Saved entries
....

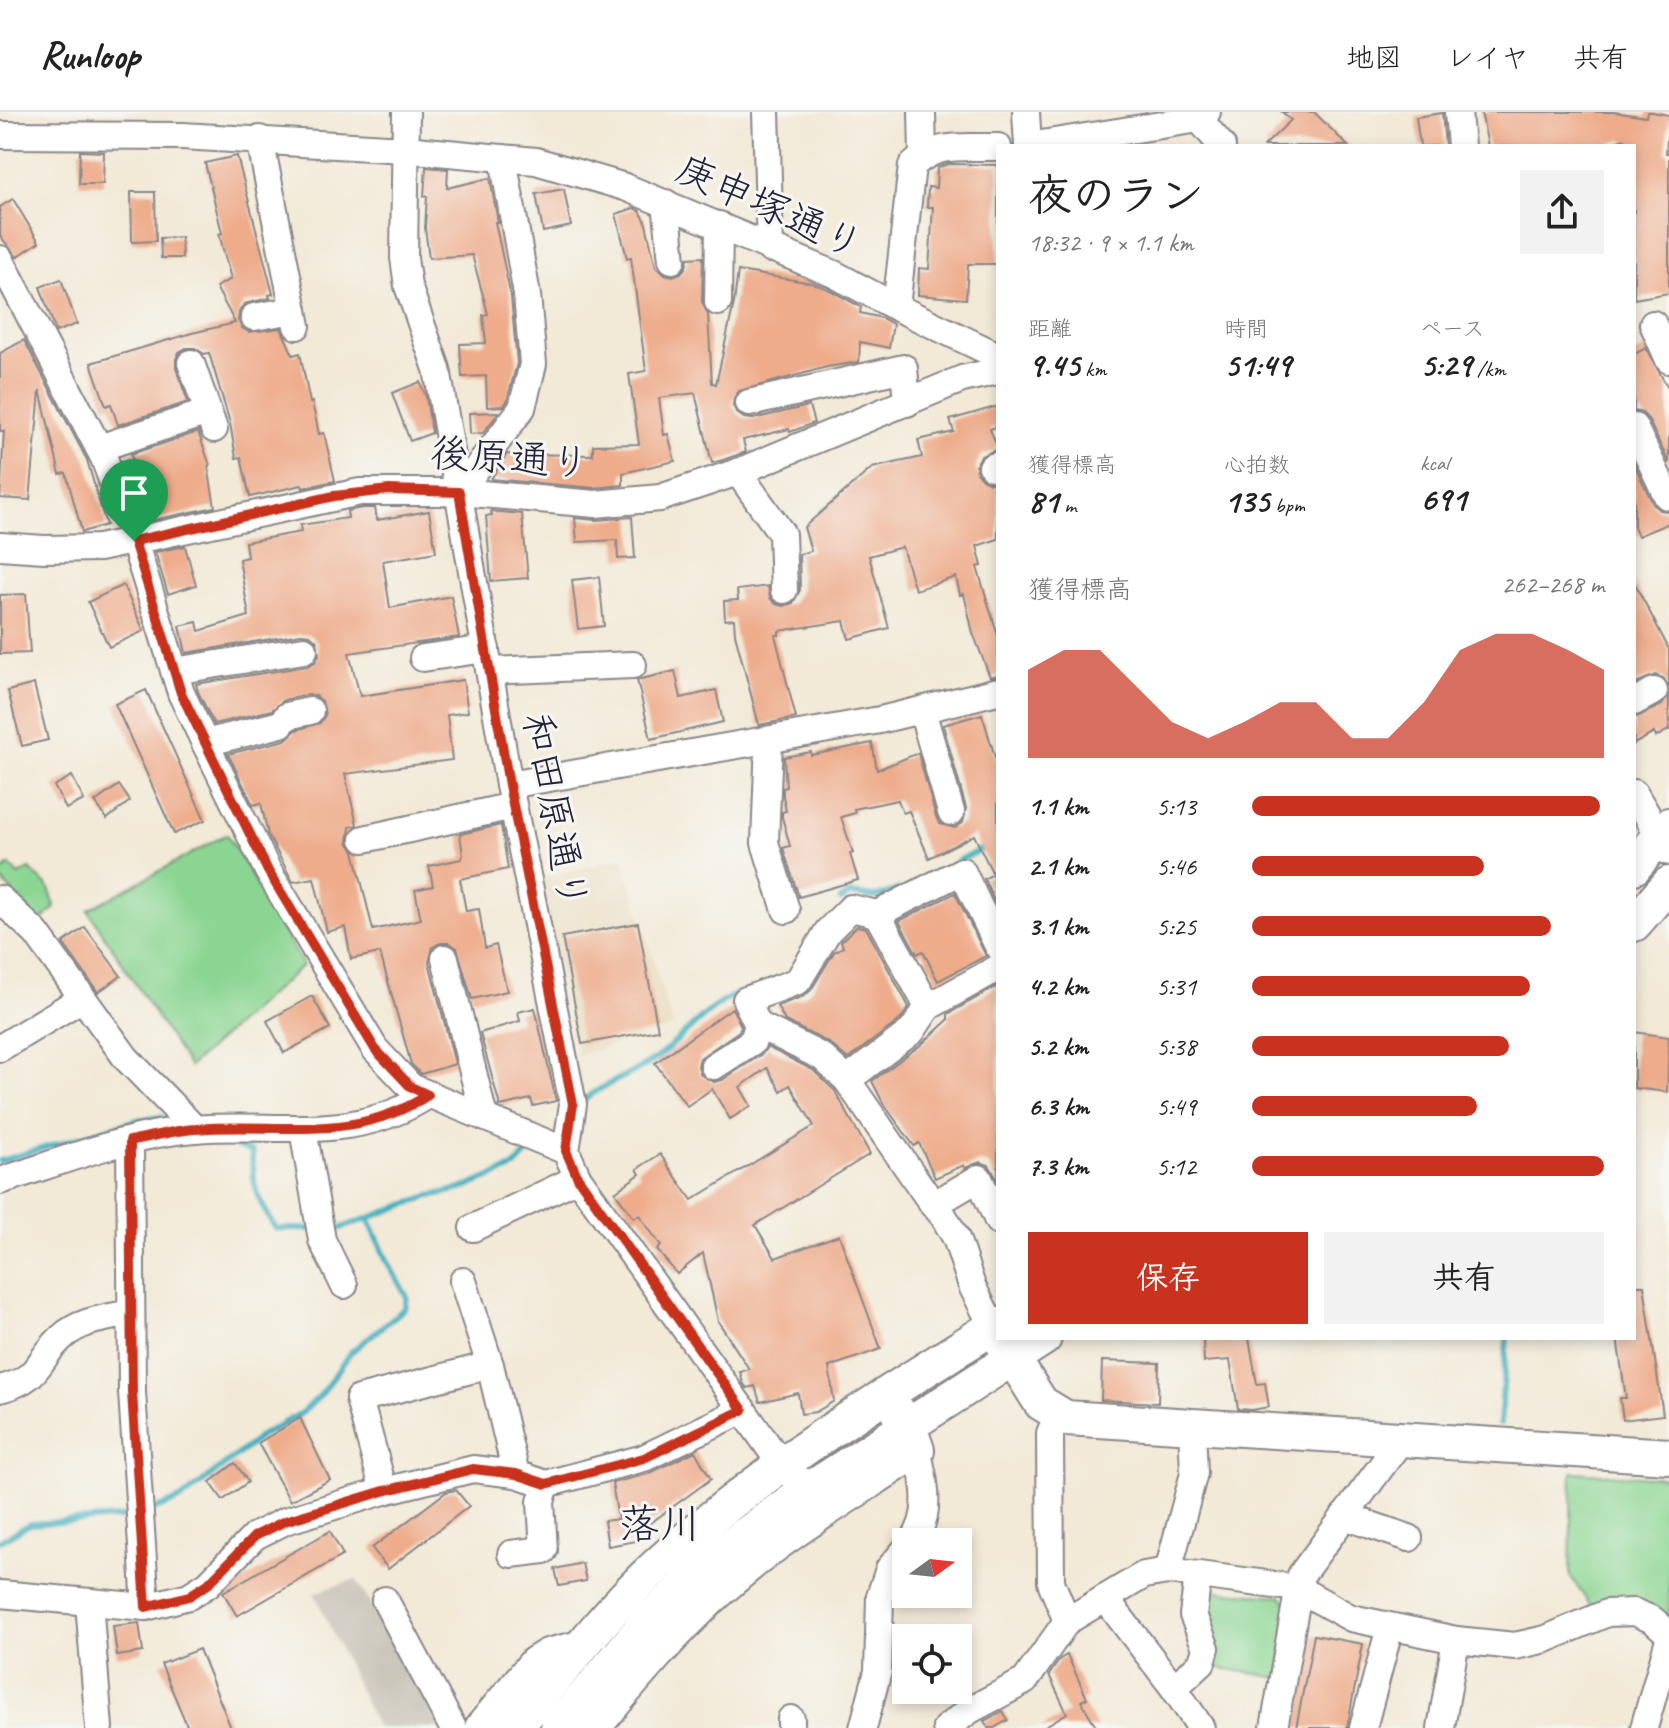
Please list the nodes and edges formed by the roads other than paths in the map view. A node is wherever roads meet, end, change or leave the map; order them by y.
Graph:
1 (406, 112) edge
2 (766, 112) edge
3 (922, 112) edge
4 (1026, 112) edge
5 (1458, 112) edge
6 (1203, 116) edge
7 (143, 123) edge
8 (0, 135) edge
9 (260, 139) junction
10 (1028, 144) edge
11 (1040, 144) edge
12 (1221, 144) edge
13 (1461, 144) edge
14 (996, 147) edge
15 (404, 149) junction
16 (923, 155) junction
17 (503, 158) junction
18 (666, 203) junction
19 (719, 225) junction
20 (770, 249) junction
21 (0, 259) edge
22 (672, 260) dead end
23 (718, 302) dead end
24 (896, 307) junction
25 (254, 317) dead end
26 (1652, 325) edge
27 (996, 355) edge
28 (1669, 360) edge
29 (191, 363) dead end
30 (996, 371) edge
31 (749, 403) dead end
32 (907, 403) junction
33 (1636, 431) edge
34 (99, 448) junction
35 (738, 472) junction
36 (459, 492) junction
37 (1667, 496) dead end
38 (134, 541) junction
39 (0, 546) edge
40 (784, 590) dead end
41 (304, 650) dead end
42 (423, 658) dead end
43 (488, 660) junction
44 (633, 665) dead end
45 (174, 671) junction
46 (996, 692) edge
47 (922, 710) junction
48 (310, 711) dead end
49 (769, 740) junction
50 (205, 743) junction
51 (511, 796) junction
52 (1636, 796) edge
53 (951, 812) dead end
54 (1666, 838) edge
55 (364, 839) dead end
56 (1636, 865) edge
57 (1669, 884) edge
58 (0, 899) edge
59 (786, 910) dead end
60 (877, 914) junction
61 (1636, 922) edge
62 (996, 942) edge
63 (445, 958) dead end
64 (996, 969) edge
65 (81, 999) junction
66 (928, 1007) junction
67 (758, 1025) junction
68 (0, 1048) edge
69 (714, 1066) dead end
70 (847, 1080) junction
71 (428, 1095) junction
72 (484, 1117) junction
73 (195, 1129) junction
74 (303, 1129) junction
75 (564, 1133) junction
76 (130, 1141) junction
77 (578, 1178) junction
78 (0, 1181) edge
79 (930, 1200) junction
80 (996, 1216) edge
81 (473, 1228) dead end
82 (463, 1281) dead end
83 (344, 1285) dead end
84 (131, 1313) junction
85 (996, 1330) edge
86 (996, 1339) edge
87 (997, 1340) edge
88 (1002, 1340) edge
89 (490, 1365) junction
90 (0, 1389) edge
91 (743, 1410) junction
92 (862, 1411) junction
93 (1058, 1415) junction
94 (1192, 1426) junction
95 (913, 1437) junction
96 (1401, 1440) junction
97 (1669, 1456) edge
98 (781, 1464) junction
99 (516, 1474) junction
100 (826, 1479) junction
101 (546, 1484) junction
102 (384, 1491) junction
103 (1344, 1516) junction
104 (920, 1528) edge
105 (1409, 1538) dead end
106 (511, 1554) dead end
107 (892, 1565) edge
108 (1168, 1571) junction
109 (1198, 1575) junction
110 (1297, 1588) junction
111 (0, 1594) edge
112 (1105, 1598) junction
113 (89, 1602) junction
114 (146, 1607) junction
115 (399, 1609) dead end
116 (1067, 1621) junction
117 (1390, 1627) junction
118 (1669, 1637) edge
119 (1456, 1640) junction
120 (582, 1647) junction
121 (1174, 1688) junction
122 (99, 1728) edge
123 (453, 1728) edge
124 (482, 1728) edge
125 (515, 1728) edge
126 (558, 1728) edge
127 (593, 1728) edge
128 (863, 1728) edge
129 (946, 1728) edge
130 (1201, 1728) edge
131 (1274, 1728) edge
132 (1363, 1728) edge
133 (1441, 1728) edge
134 (1644, 1728) edge

1 - 15 street, 和田原通り
2 - 20 street
3 - 16 street
4 - 10 street
5 - 13 street
6 - 11 street
6 - 12 street
7 - 8 street, 庚申塚通り
7 - 9 street, 庚申塚通り
9 - 15 street, 庚申塚通り
9 - 25 street
14 - 16 street
15 - 17 street, 庚申塚通り
15 - 36 street, 和田原通り
16 - 24 street
17 - 18 street, 庚申塚通り
17 - 36 street
18 - 19 street, 庚申塚通り
18 - 22 street
19 - 20 street, 庚申塚通り
19 - 23 street
20 - 24 street, 庚申塚通り
21 - 34 street
24 - 27 street, 庚申塚通り
26 - 28 street
29 - 34 street
30 - 32 street, 後原通り
31 - 32 street
32 - 35 street, 後原通り
33 - 37 street
34 - 38 street
35 - 36 street, 後原通り
35 - 40 street
36 - 38 street, 後原通り
36 - 43 street, 和田原通り
38 - 39 street, 後原通り
38 - 45 street
41 - 45 street
42 - 43 street
43 - 44 street
43 - 51 street, 和田原通り
45 - 50 street
46 - 47 street
47 - 49 street
47 - 53 street
48 - 50 street
49 - 51 street
49 - 59 street
50 - 71 street
51 - 55 street
51 - 75 street, 和田原通り
52 - 54 street
54 - 56 main road
57 - 61 main road
58 - 65 street
60 - 62 street
60 - 66 street
60 - 67 street
63 - 72 street
64 - 66 street
65 - 68 street
65 - 73 street
66 - 70 street
67 - 69 street
67 - 70 street
70 - 79 street
71 - 72 street
71 - 74 street
72 - 75 street
73 - 74 street
73 - 76 street
74 - 83 street
75 - 77 street, 和田原通り
76 - 78 street
76 - 84 street
77 - 81 street
77 - 91 street, 和田原通り
79 - 80 street
79 - 85 street
82 - 89 street
84 - 90 street
84 - 114 street
86 - 92 main road
87 - 95 main road
88 - 93 main road
89 - 99 street
89 - 102 street
91 - 98 street, 和田原通り
91 - 101 street
92 - 95 main road
92 - 98 main road
93 - 94 main road
93 - 116 street
94 - 96 main road
94 - 108 street
95 - 100 main road
95 - 104 street
95 - 127 main road
96 - 97 main road
96 - 103 street
98 - 100 street
98 - 120 main road
99 - 101 street
99 - 102 street
100 - 126 main road
101 - 106 street
102 - 114 street
103 - 105 street
103 - 110 street
107 - 128 street
108 - 109 street
108 - 112 street
109 - 110 street
109 - 121 street
110 - 117 street
110 - 131 street
111 - 113 street
112 - 116 street
112 - 121 street
113 - 114 street
113 - 122 street
115 - 123 street
116 - 129 street
117 - 119 street
117 - 132 street
118 - 119 street
118 - 134 street
119 - 133 street
120 - 124 main road
120 - 125 main road
121 - 130 street

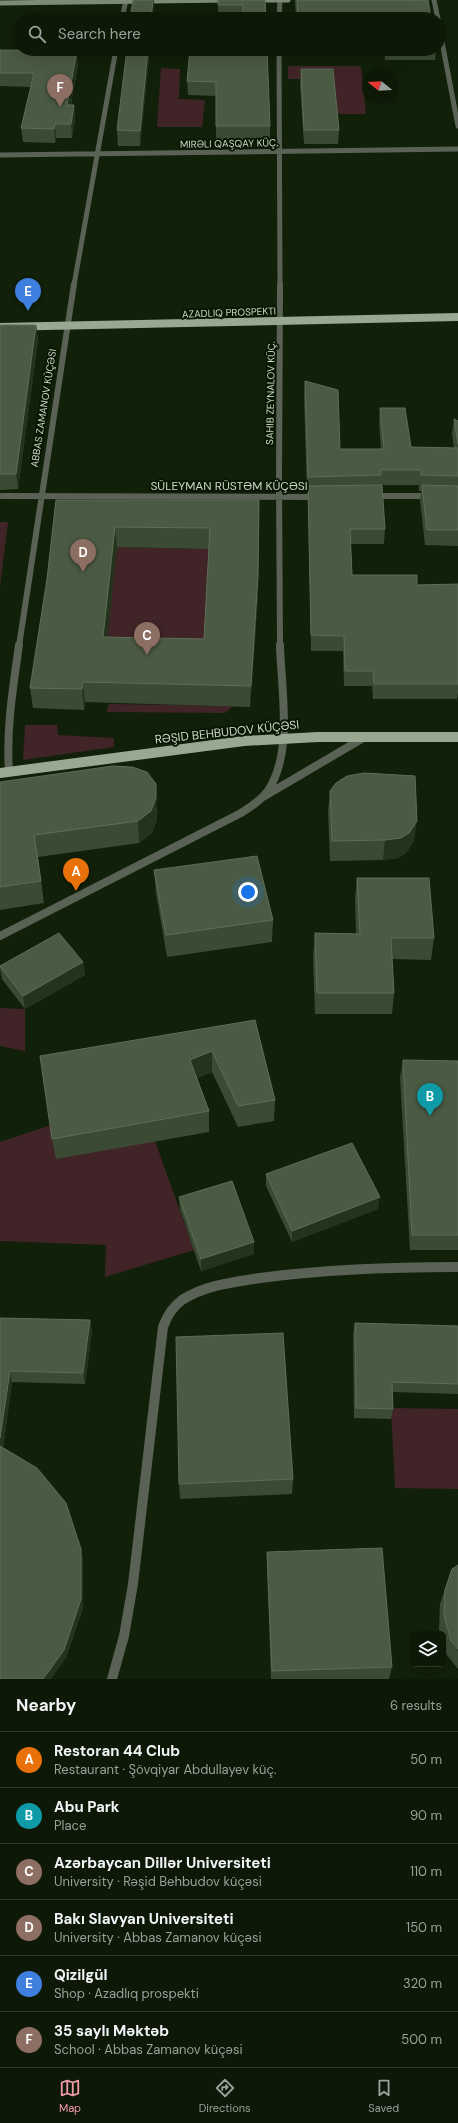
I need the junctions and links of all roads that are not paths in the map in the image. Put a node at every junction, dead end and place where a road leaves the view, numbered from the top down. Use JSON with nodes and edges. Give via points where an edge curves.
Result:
{"nodes":[{"id":1,"x":236,"y":0,"type":"edge"},
{"id":2,"x":251,"y":0,"type":"edge"},
{"id":3,"x":280,"y":0,"type":"edge"},
{"id":4,"x":288,"y":0,"type":"edge"},
{"id":5,"x":434,"y":0,"type":"edge"},
{"id":6,"x":125,"y":1,"type":"edge"},
{"id":7,"x":0,"y":3,"type":"edge"},
{"id":8,"x":123,"y":12,"type":"edge"},
{"id":9,"x":280,"y":12,"type":"edge"},
{"id":10,"x":437,"y":12,"type":"edge"},
{"id":11,"x":115,"y":56,"type":"edge"},
{"id":12,"x":279,"y":56,"type":"edge"},
{"id":13,"x":445,"y":56,"type":"edge"},
{"id":14,"x":458,"y":126,"type":"edge"},
{"id":15,"x":458,"y":149,"type":"edge"},
{"id":16,"x":282,"y":151,"type":"junction"},
{"id":17,"x":96,"y":153,"type":"junction"},
{"id":18,"x":0,"y":155,"type":"edge"},
{"id":19,"x":458,"y":318,"type":"edge"},
{"id":20,"x":281,"y":320,"type":"junction"},
{"id":21,"x":0,"y":327,"type":"edge"},
{"id":22,"x":66,"y":327,"type":"junction"},
{"id":23,"x":0,"y":496,"type":"edge"},
{"id":24,"x":40,"y":496,"type":"junction"},
{"id":25,"x":368,"y":496,"type":"edge"},
{"id":26,"x":435,"y":496,"type":"edge"},
{"id":27,"x":323,"y":497,"type":"edge"},
{"id":28,"x":279,"y":498,"type":"junction"},
{"id":29,"x":366,"y":736,"type":"junction"},
{"id":30,"x":458,"y":737,"type":"edge"},
{"id":31,"x":284,"y":738,"type":"junction"},
{"id":32,"x":4,"y":772,"type":"edge"},
{"id":33,"x":262,"y":798,"type":"junction"},
{"id":34,"x":0,"y":936,"type":"edge"},
{"id":35,"x":458,"y":1267,"type":"edge"},
{"id":36,"x":112,"y":1679,"type":"edge"}],
"edges":[{"from":1,"to":6,"type":"main road"},
{"from":2,"to":3,"type":"main road"},
{"from":3,"to":4,"type":"main road"},
{"from":3,"to":9,"type":"street"},
{"from":5,"to":10,"type":"street"},
{"from":6,"to":7,"type":"main road"},
{"from":6,"to":8,"type":"street"},
{"from":11,"to":17,"type":"street","name":"ABBAS ZAMANOV KÜÇƏSI"},
{"from":12,"to":16,"type":"street","name":"SAHIB ZEYNALOV KÜÇ."},
{"from":13,"to":14,"type":"street"},
{"from":15,"to":16,"type":"street","name":"MIRƏLI QAŞQAY KÜÇ."},
{"from":16,"to":17,"type":"street","name":"MIRƏLI QAŞQAY KÜÇ."},
{"from":16,"to":20,"type":"street","name":"SAHIB ZEYNALOV KÜÇ."},
{"from":17,"to":18,"type":"street","name":"MIRƏLI QAŞQAY KÜÇ."},
{"from":17,"to":22,"type":"street","name":"ABBAS ZAMANOV KÜÇƏSI"},
{"from":19,"to":20,"type":"main road"},
{"from":20,"to":22,"type":"main road"},
{"from":20,"to":28,"type":"street","name":"SAHIB ZEYNALOV KÜÇ."},
{"from":21,"to":22,"type":"main road"},
{"from":22,"to":24,"type":"street","name":"ABBAS ZAMANOV KÜÇƏSI"},
{"from":23,"to":24,"type":"street","name":"SÜLEYMAN RÜSTƏM KÜÇƏSI"},
{"from":24,"to":28,"type":"street","name":"SÜLEYMAN RÜSTƏM KÜÇƏSI"},
{"from":24,"to":32,"type":"street","name":"ABBAS ZAMANOV KÜÇƏSI","via":[[8,719]]},
{"from":25,"to":26,"type":"street"},
{"from":27,"to":28,"type":"street","name":"SÜLEYMAN RÜSTƏM KÜÇƏSI"},
{"from":28,"to":31,"type":"street","name":"SAHIB ZEYNALOV KÜÇ.","via":[[281,692]]},
{"from":29,"to":30,"type":"main road","name":"RƏŞID BEHBUDOV KÜÇƏSI"},
{"from":29,"to":31,"type":"main road","name":"RƏŞID BEHBUDOV KÜÇƏSI"},
{"from":29,"to":33,"type":"street"},
{"from":31,"to":32,"type":"main road","name":"RƏŞID BEHBUDOV KÜÇƏSI","via":[[209,744]]},
{"from":31,"to":33,"type":"street","name":"SAHIB ZEYNALOV KÜÇ.","via":[[276,776]]},
{"from":33,"to":34,"type":"street","via":[[241,813]]},
{"from":35,"to":36,"type":"street","via":[[374,1268],[292,1273],[199,1291],[173,1307],[163,1327],[133,1584],[124,1636]]}]}
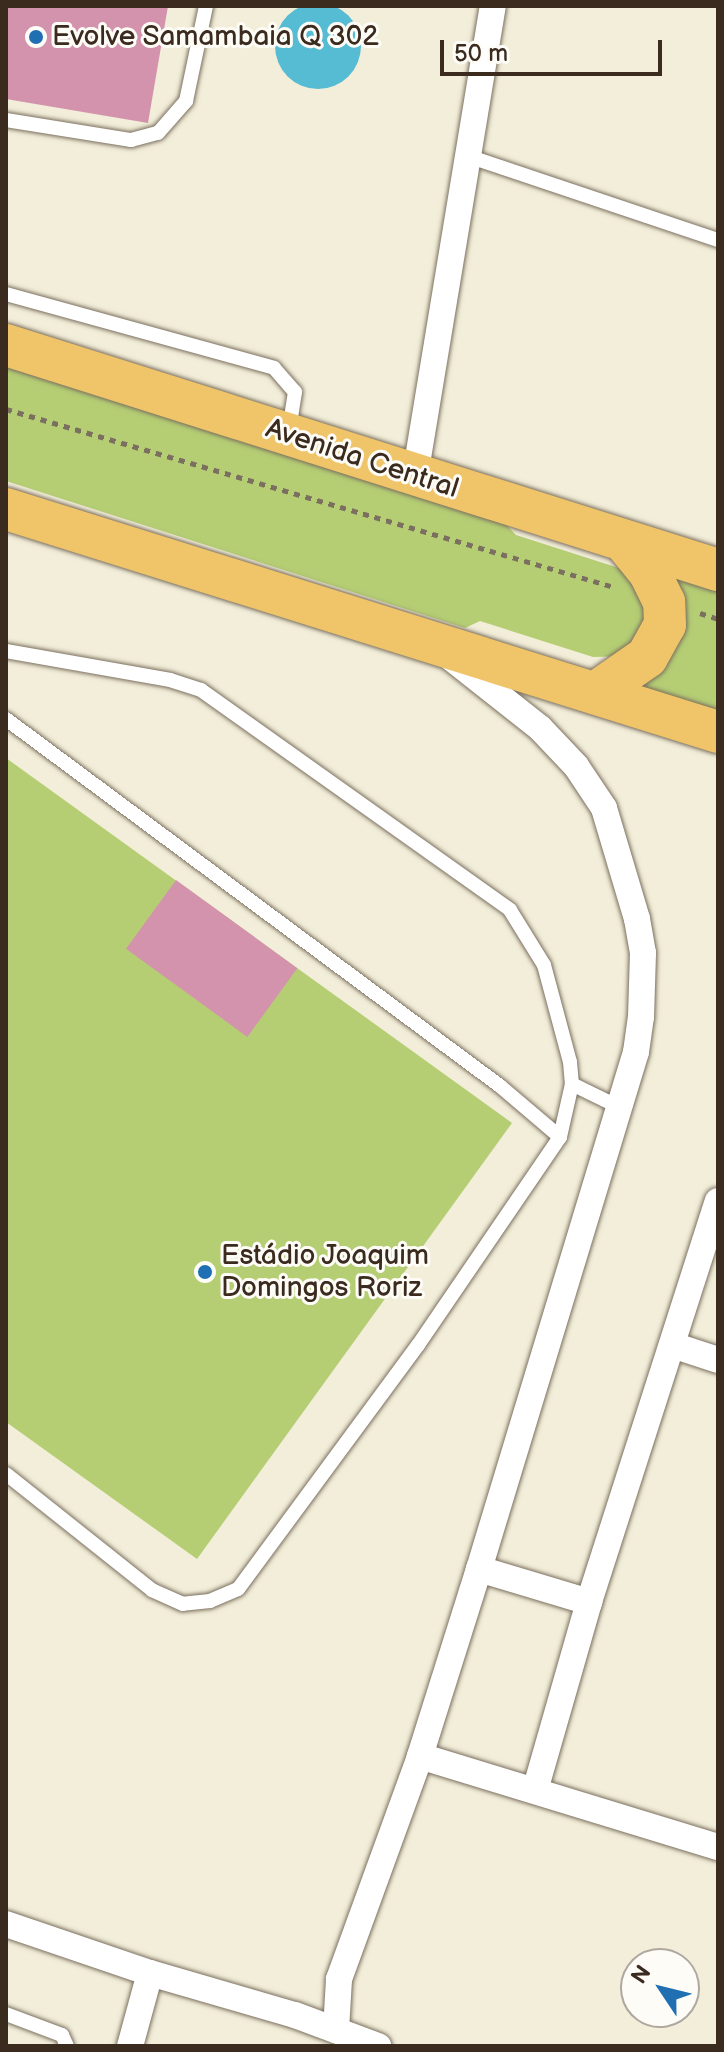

....

### Brief
Please report how many lines in the records above contain the word "KÜÇƏSI", and give nothing but the number.

### Exercise result
10